Quadro-negro, essa lousa

Há um ditado iorubá que começa dizendo que metade das respostas para tudo nesta vida está dentro de nós. Há algo sobre mim, que me apresento agora a você, leitor, muito prazer, que explica a existência do projeto Quadro-negro.

Sou filho do orixá Oxalufã. Mas, toda vez que escrevo seu nome, o corretor automático do editor de texto grifa a palavra de vermelho. Diz que não está correta. Que não existe. Que não é bem-vinda.

É isso. Segundo as normas de correção, automáticas e automatizadas, não posso sequer escrever o nome de meu pai.

A existência do Quadro-negro é, portanto, resistência estrutural.

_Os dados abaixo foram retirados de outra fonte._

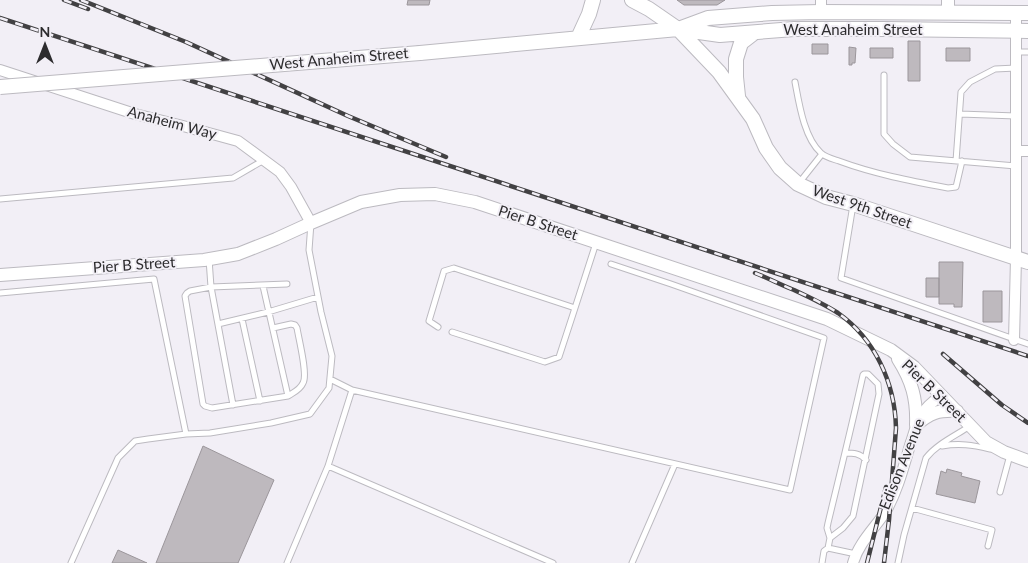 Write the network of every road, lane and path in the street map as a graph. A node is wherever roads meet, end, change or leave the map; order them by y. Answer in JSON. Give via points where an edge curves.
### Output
{"nodes":[{"id":1,"x":593,"y":0,"type":"edge"},
{"id":2,"x":632,"y":0,"type":"edge"},
{"id":3,"x":820,"y":6,"type":"edge"},
{"id":4,"x":948,"y":6,"type":"edge"},
{"id":5,"x":1022,"y":13,"type":"edge"},
{"id":6,"x":678,"y":29,"type":"junction"},
{"id":7,"x":1022,"y":31,"type":"edge"},
{"id":8,"x":755,"y":32,"type":"junction"},
{"id":9,"x":578,"y":38,"type":"junction"},
{"id":10,"x":1016,"y":52,"type":"junction"},
{"id":11,"x":1028,"y":52,"type":"edge"},
{"id":12,"x":1016,"y":68,"type":"junction"},
{"id":13,"x":0,"y":70,"type":"edge"},
{"id":14,"x":884,"y":75,"type":"dead end"},
{"id":15,"x":795,"y":82,"type":"dead end"},
{"id":16,"x":0,"y":87,"type":"edge"},
{"id":17,"x":739,"y":99,"type":"junction"},
{"id":18,"x":960,"y":114,"type":"junction"},
{"id":19,"x":1016,"y":116,"type":"junction"},
{"id":20,"x":1016,"y":151,"type":"junction"},
{"id":21,"x":1028,"y":151,"type":"edge"},
{"id":22,"x":822,"y":154,"type":"junction"},
{"id":23,"x":264,"y":160,"type":"junction"},
{"id":24,"x":959,"y":161,"type":"junction"},
{"id":25,"x":1016,"y":166,"type":"junction"},
{"id":26,"x":798,"y":184,"type":"junction"},
{"id":27,"x":1016,"y":184,"type":"junction"},
{"id":28,"x":1028,"y":184,"type":"edge"},
{"id":29,"x":0,"y":199,"type":"edge"},
{"id":30,"x":853,"y":204,"type":"junction"},
{"id":31,"x":311,"y":223,"type":"junction"},
{"id":32,"x":596,"y":242,"type":"junction"},
{"id":33,"x":209,"y":258,"type":"junction"},
{"id":34,"x":1022,"y":260,"type":"edge"},
{"id":35,"x":611,"y":264,"type":"dead end"},
{"id":36,"x":0,"y":275,"type":"edge"},
{"id":37,"x":287,"y":284,"type":"dead end"},
{"id":38,"x":263,"y":286,"type":"junction"},
{"id":39,"x":211,"y":287,"type":"junction"},
{"id":40,"x":0,"y":293,"type":"edge"},
{"id":41,"x":318,"y":297,"type":"junction"},
{"id":42,"x":575,"y":308,"type":"junction"},
{"id":43,"x":268,"y":312,"type":"junction"},
{"id":44,"x":242,"y":319,"type":"junction"},
{"id":45,"x":218,"y":324,"type":"junction"},
{"id":46,"x":438,"y":327,"type":"dead end"},
{"id":47,"x":273,"y":328,"type":"junction"},
{"id":48,"x":452,"y":332,"type":"dead end"},
{"id":49,"x":1014,"y":340,"type":"junction"},
{"id":50,"x":1028,"y":344,"type":"edge"},
{"id":51,"x":891,"y":350,"type":"junction"},
{"id":52,"x":330,"y":379,"type":"junction"},
{"id":53,"x":352,"y":390,"type":"junction"},
{"id":54,"x":942,"y":395,"type":"junction"},
{"id":55,"x":288,"y":396,"type":"junction"},
{"id":56,"x":260,"y":401,"type":"junction"},
{"id":57,"x":234,"y":405,"type":"junction"},
{"id":58,"x":957,"y":411,"type":"junction"},
{"id":59,"x":916,"y":425,"type":"junction"},
{"id":60,"x":970,"y":426,"type":"junction"},
{"id":61,"x":186,"y":434,"type":"junction"},
{"id":62,"x":939,"y":446,"type":"junction"},
{"id":63,"x":845,"y":453,"type":"junction"},
{"id":64,"x":1007,"y":453,"type":"junction"},
{"id":65,"x":866,"y":460,"type":"junction"},
{"id":66,"x":1028,"y":461,"type":"edge"},
{"id":67,"x":675,"y":464,"type":"junction"},
{"id":68,"x":328,"y":466,"type":"junction"},
{"id":69,"x":1000,"y":492,"type":"dead end"},
{"id":70,"x":912,"y":508,"type":"junction"},
{"id":71,"x":830,"y":538,"type":"junction"},
{"id":72,"x":988,"y":546,"type":"dead end"},
{"id":73,"x":828,"y":548,"type":"junction"},
{"id":74,"x":855,"y":559,"type":"edge"},
{"id":75,"x":71,"y":563,"type":"edge"},
{"id":76,"x":286,"y":563,"type":"edge"},
{"id":77,"x":553,"y":563,"type":"edge"},
{"id":78,"x":632,"y":563,"type":"edge"},
{"id":79,"x":822,"y":563,"type":"edge"},
{"id":80,"x":898,"y":563,"type":"edge"}],
"edges":[{"from":1,"to":9,"type":"main road"},
{"from":2,"to":6,"type":"main road"},
{"from":3,"to":4,"type":"main road","name":"West Anaheim Street"},
{"from":3,"to":6,"type":"main road","name":"West Anaheim Street","via":[[708,18]]},
{"from":4,"to":5,"type":"main road","name":"West Anaheim Street"},
{"from":5,"to":7,"type":"street"},
{"from":6,"to":8,"type":"main road","name":"West Anaheim Street","via":[[720,35]]},
{"from":6,"to":9,"type":"main road","name":"West Anaheim Street"},
{"from":6,"to":17,"type":"main road","name":"West 9th Street","via":[[719,72]]},
{"from":7,"to":8,"type":"main road","name":"West Anaheim Street","via":[[794,29]]},
{"from":7,"to":10,"type":"street"},
{"from":8,"to":17,"type":"main road","via":[[740,42],[736,59]]},
{"from":9,"to":16,"type":"main road","name":"West Anaheim Street","bridge":true},
{"from":10,"to":11,"type":"lane"},
{"from":10,"to":12,"type":"street"},
{"from":12,"to":18,"type":"lane","via":[[995,69],[970,82],[961,92]]},
{"from":12,"to":19,"type":"street"},
{"from":13,"to":23,"type":"street","name":"Anaheim Way","via":[[135,114],[230,138]]},
{"from":14,"to":24,"type":"lane","via":[[884,134],[910,157]]},
{"from":15,"to":22,"type":"lane","via":[[800,113],[813,143]]},
{"from":17,"to":26,"type":"main road","name":"West 9th Street","via":[[753,119],[766,148],[780,168]]},
{"from":18,"to":19,"type":"lane"},
{"from":18,"to":24,"type":"lane"},
{"from":19,"to":20,"type":"street"},
{"from":20,"to":21,"type":"street"},
{"from":20,"to":25,"type":"street"},
{"from":22,"to":24,"type":"lane","via":[[893,177],[948,188],[956,187]]},
{"from":22,"to":26,"type":"lane"},
{"from":23,"to":29,"type":"lane","via":[[233,178]]},
{"from":23,"to":31,"type":"street","name":"Anaheim Way","via":[[280,172]]},
{"from":24,"to":25,"type":"lane"},
{"from":25,"to":27,"type":"street"},
{"from":26,"to":30,"type":"main road","name":"West 9th Street","via":[[826,197]]},
{"from":27,"to":28,"type":"street"},
{"from":27,"to":34,"type":"street"},
{"from":30,"to":34,"type":"main road","name":"West 9th Street"},
{"from":30,"to":49,"type":"lane","via":[[841,278]]},
{"from":31,"to":32,"type":"street","name":"Pier B Street","via":[[361,202],[400,195],[435,194],[475,202]]},
{"from":31,"to":33,"type":"street","name":"Pier B Street","via":[[238,254]]},
{"from":31,"to":41,"type":"lane","via":[[309,250]]},
{"from":32,"to":42,"type":"lane"},
{"from":32,"to":51,"type":"street","name":"Pier B Street","via":[[827,319]]},
{"from":33,"to":36,"type":"street","name":"Pier B Street"},
{"from":33,"to":39,"type":"lane"},
{"from":34,"to":49,"type":"street"},
{"from":35,"to":67,"type":"lane","via":[[824,338],[790,490]]},
{"from":37,"to":38,"type":"lane"},
{"from":38,"to":39,"type":"lane"},
{"from":38,"to":43,"type":"lane"},
{"from":39,"to":45,"type":"lane"},
{"from":39,"to":57,"type":"lane","via":[[190,291],[185,296],[203,404],[208,408]]},
{"from":40,"to":61,"type":"lane","via":[[154,279]]},
{"from":41,"to":43,"type":"lane"},
{"from":41,"to":52,"type":"lane","via":[[332,356]]},
{"from":42,"to":46,"type":"lane","via":[[454,268],[444,271],[429,321]]},
{"from":42,"to":48,"type":"lane","via":[[559,357],[545,362]]},
{"from":43,"to":44,"type":"lane"},
{"from":43,"to":47,"type":"lane"},
{"from":44,"to":45,"type":"lane"},
{"from":44,"to":56,"type":"lane"},
{"from":45,"to":57,"type":"lane"},
{"from":47,"to":55,"type":"lane"},
{"from":47,"to":55,"type":"lane","via":[[291,324],[298,328],[304,382]]},
{"from":49,"to":50,"type":"lane"},
{"from":51,"to":54,"type":"street","name":"Pier B Street"},
{"from":51,"to":59,"type":"street","via":[[911,383]]},
{"from":52,"to":53,"type":"lane"},
{"from":52,"to":61,"type":"lane","via":[[329,388],[310,414],[271,424]]},
{"from":53,"to":67,"type":"lane"},
{"from":53,"to":68,"type":"lane"},
{"from":54,"to":58,"type":"street","name":"Pier B Street"},
{"from":54,"to":59,"type":"street","name":"Edison Avenue","via":[[925,410]]},
{"from":55,"to":56,"type":"lane"},
{"from":56,"to":57,"type":"lane"},
{"from":58,"to":59,"type":"street","via":[[938,411]]},
{"from":58,"to":60,"type":"street","name":"Pier B Street"},
{"from":59,"to":74,"type":"street","name":"Edison Avenue","via":[[900,478],[885,512]]},
{"from":60,"to":62,"type":"lane"},
{"from":60,"to":64,"type":"street","name":"Pier B Street","via":[[986,442]]},
{"from":61,"to":75,"type":"lane","via":[[135,441],[118,458]]},
{"from":62,"to":64,"type":"lane","via":[[964,444]]},
{"from":62,"to":70,"type":"lane","via":[[926,458]]},
{"from":63,"to":65,"type":"lane","via":[[861,455]]},
{"from":63,"to":65,"type":"lane","via":[[863,376],[868,374],[878,384],[879,394]]},
{"from":63,"to":71,"type":"lane","via":[[828,522]]},
{"from":64,"to":66,"type":"street","name":"Pier B Street"},
{"from":64,"to":69,"type":"lane"},
{"from":65,"to":71,"type":"lane","via":[[853,516]]},
{"from":67,"to":78,"type":"lane"},
{"from":68,"to":76,"type":"lane"},
{"from":68,"to":77,"type":"lane"},
{"from":70,"to":72,"type":"lane","via":[[992,530]]},
{"from":70,"to":80,"type":"lane"},
{"from":71,"to":73,"type":"lane"},
{"from":73,"to":74,"type":"lane"},
{"from":73,"to":79,"type":"lane","via":[[824,551]]}]}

O Brasil é um país afrodescendente cuja narrativa é, definitivamente, contada por quem não quer ver-se como tal.

Quem concluiu isso (que para afrodescendentes brasileiros sempre foi escandalosa obviedade) foram dois amigos pessoais, brancos e estrangeiros. Em 1993, Kurt Cobain, da banda de rock Nirvana, me disse, entre um cigarro e outro nos bastidores do festival Hollywood Rock, estar chocado com a falta de negros nas plateias de seus shows no Brasil. “Pensei que aqui não fosse como nos EUA”, disse.

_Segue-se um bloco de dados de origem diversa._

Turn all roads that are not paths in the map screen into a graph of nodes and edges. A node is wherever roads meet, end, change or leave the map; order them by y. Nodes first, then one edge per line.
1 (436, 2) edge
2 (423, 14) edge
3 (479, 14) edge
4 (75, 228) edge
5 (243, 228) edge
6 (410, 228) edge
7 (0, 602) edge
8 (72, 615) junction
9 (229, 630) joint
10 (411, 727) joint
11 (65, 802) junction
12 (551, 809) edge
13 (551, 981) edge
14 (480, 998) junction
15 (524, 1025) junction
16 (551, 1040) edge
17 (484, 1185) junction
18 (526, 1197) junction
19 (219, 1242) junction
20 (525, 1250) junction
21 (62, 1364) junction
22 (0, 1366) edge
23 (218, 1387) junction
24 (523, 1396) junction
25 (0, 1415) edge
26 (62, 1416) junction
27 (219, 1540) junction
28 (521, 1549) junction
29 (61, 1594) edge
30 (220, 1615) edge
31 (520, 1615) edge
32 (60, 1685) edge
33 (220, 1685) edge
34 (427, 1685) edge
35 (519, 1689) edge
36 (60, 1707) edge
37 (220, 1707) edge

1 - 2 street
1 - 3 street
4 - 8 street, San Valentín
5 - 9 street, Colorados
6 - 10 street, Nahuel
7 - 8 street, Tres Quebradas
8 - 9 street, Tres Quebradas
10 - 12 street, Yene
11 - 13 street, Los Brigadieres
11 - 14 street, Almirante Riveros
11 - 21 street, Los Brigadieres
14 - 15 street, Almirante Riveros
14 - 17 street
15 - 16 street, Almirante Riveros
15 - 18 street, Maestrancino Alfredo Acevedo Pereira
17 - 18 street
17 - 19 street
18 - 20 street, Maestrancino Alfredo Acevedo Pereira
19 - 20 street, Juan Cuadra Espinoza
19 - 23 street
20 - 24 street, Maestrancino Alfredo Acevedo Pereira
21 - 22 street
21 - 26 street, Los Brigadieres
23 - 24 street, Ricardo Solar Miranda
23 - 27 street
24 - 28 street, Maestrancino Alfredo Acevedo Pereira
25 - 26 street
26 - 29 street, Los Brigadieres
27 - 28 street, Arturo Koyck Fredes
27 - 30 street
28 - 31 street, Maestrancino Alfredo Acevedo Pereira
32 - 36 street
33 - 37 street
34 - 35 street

Caminhando pelas ladeiras do bairro de Södermalm, na Suécia, em 2014, após a exibição de meu primeiro longa-metragem no Festival BrasilCine de Estocolmo, meu amigo Alex Pflucker externou sua surpresa por ser eu o único diretor negro de um festival só de filmes brasileiros. “O Brasil não me parece distribuir bem suas oportunidades de visibilidade.”

No Quadro-negro, quem concluirá não serão brancos nem estrangeiros. Poetas, policiais, dentistas, juízes, gerentes financeiros, historiadores, engenheiros, desportistas afrodescendentes serão os donos da narrativa. Textos escritos por gente preta. Terreiro cheio de convidados. Neste ilê, nesta gira, cabe tudo o que sistematicamente é invisibilizado.

Estreamos com nossa maior escritora viva: Conceição Evaristo, em um artigo escrito especialmente para o Quadro-negro. Seguimos com estreias. Rincón Sapiência, o bardo/ogã desta nova geração brasileira de negros acesos, escreverá os primeiros artigos de sua carreira para este projeto. E muito-mais-gente. Construção. Reontologização. Espaço civilizatório de pertencimento ancestral. Isso será o Quadro-negro. Essa lousa.

Porque o restante do citado ditado em iorubá diz que a outra metade das repostas para tudo na vida está é no outro.